VIII.- DISCURSOS Y ORADORES
1.- Breves y pocos
No sólo los oradores jóvenes, sino los viejos, se figuran a veces que la intensidad de su influjo sobre los auditorios es rectamente proporcional a la longitud del discurso. Sería como creer que un sujeto se alimenta mejor a medida que se harta. No; puede morirse de indigestión. Los discursos, como los sermones, han de saciar el deseo, pero no fastidiar.
La labor profunda en el ánimo de las multitudes no se labra echando largos discursos con ideas nuevas y originales. Lo que hay que meter en el espíritu es media docena de ideas, y eso a fuerza de repetirlas. ¡Qué labor tan magnifica! Todo lo demás de las concepciones altas, de los períodos rotundos, de las genes sublimes, es inútil. Nada de ello deja huella en las muchedumbres.
Hace años, por espacio de ocho días, estuvieron en los Estados Unidos repitiendo a todas horas y en todas partes, innumerables oradores, esta idea sencilla: «Los viejos deben dejar a los jóvenes la dirección de los negocios.» Y muchos viejos los dejaron.
Como lo es que en un mitin no haya siete oradores. ¡Dios santo! ¡Siete oradores! Basta eso para destruir el efecto de los discursos. Aunque los oradores fueran Demóstenes; eso no se puede aguantar humanamente. Con tres que hablen bien, con brevedad y energía, basta y así saldrán los auditorios satisfechos y enardecidos.
2.- El auditorio
Lo mismo en los sermones que en los mítines y conferencias, suelen pecar los oradores de elevarse sobre el nivel medio de inteligencia del auditorio. Y en el pecado llevan la penitencia, porque los oyentes se quedan en ayunas y disgustados. Suele acontecerles lo que a los maestros de escuela: explican con su lenguaje y sus ideas y no con el lenguaje y las ideas de los niños, y éstos se vengan haciendo pajaritas y cogiendo moscas.

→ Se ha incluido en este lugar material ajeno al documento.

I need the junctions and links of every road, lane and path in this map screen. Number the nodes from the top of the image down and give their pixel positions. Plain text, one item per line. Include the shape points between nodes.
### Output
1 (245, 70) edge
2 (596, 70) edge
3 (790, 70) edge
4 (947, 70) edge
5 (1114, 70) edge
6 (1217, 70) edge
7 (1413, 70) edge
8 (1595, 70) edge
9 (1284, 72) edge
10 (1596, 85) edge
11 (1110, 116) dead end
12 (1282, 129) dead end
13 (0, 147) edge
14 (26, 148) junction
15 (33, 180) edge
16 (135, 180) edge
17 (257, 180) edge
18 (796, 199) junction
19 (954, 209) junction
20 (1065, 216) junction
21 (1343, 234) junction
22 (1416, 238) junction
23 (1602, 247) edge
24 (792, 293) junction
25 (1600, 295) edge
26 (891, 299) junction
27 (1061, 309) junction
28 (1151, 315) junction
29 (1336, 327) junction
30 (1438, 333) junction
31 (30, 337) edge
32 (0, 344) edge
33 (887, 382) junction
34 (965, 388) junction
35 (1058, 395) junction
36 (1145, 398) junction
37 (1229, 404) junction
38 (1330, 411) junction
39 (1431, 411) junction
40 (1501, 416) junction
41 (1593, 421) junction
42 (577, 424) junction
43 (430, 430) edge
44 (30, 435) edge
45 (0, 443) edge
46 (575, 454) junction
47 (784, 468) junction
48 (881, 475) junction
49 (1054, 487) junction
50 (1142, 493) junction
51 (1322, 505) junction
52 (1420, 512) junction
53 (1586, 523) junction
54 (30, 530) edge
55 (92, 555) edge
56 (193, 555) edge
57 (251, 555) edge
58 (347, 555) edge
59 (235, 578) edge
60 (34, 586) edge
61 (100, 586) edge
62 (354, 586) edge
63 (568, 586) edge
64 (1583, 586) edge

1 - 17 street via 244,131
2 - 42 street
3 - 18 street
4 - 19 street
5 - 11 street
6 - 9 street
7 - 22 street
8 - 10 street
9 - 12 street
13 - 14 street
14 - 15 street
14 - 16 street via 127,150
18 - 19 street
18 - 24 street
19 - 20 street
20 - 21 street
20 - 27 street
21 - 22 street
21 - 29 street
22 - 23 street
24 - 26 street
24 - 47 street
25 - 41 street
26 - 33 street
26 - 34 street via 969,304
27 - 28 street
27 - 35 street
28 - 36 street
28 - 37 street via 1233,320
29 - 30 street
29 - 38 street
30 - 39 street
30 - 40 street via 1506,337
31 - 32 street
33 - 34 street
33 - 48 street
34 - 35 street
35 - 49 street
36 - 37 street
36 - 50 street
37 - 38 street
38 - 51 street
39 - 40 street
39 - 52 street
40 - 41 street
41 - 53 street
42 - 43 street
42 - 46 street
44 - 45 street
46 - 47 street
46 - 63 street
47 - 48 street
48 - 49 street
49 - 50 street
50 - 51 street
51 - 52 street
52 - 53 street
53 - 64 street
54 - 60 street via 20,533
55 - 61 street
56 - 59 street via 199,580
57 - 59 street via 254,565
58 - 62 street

Para explicarles hay que bajar extraordinariamente el nivel de las palabras y las ideas hasta introducirse en el mundo de la vida, los juegos y las comparaciones infantiles.
Lo mismo pasa con los auditorios, aunque sean cultos. En cuanto un conferenciante se eleva un poco, ya no le sigue nadie, como no sean los especializados, que son escasos. Y es que la rapidez con que se suceden las ideas y las imágenes no da tiempo a analizarlo y juzgarlas coordinadamente. y eso explica por qué a veces oradores que no dicen nada, pero que exponen bien, entusiasman no sólo a los vulgares, sino a personas inteligentes.
Al auditorio, por tanto, hay que considerarle como a un niño; repetirle las cosas, si queremos que se quede con ellas, y hablarle con imágenes, y comparaciones, y estilo vivo y enérgico. y con eso, entonación y declamación, quedará enseñado y persuadido.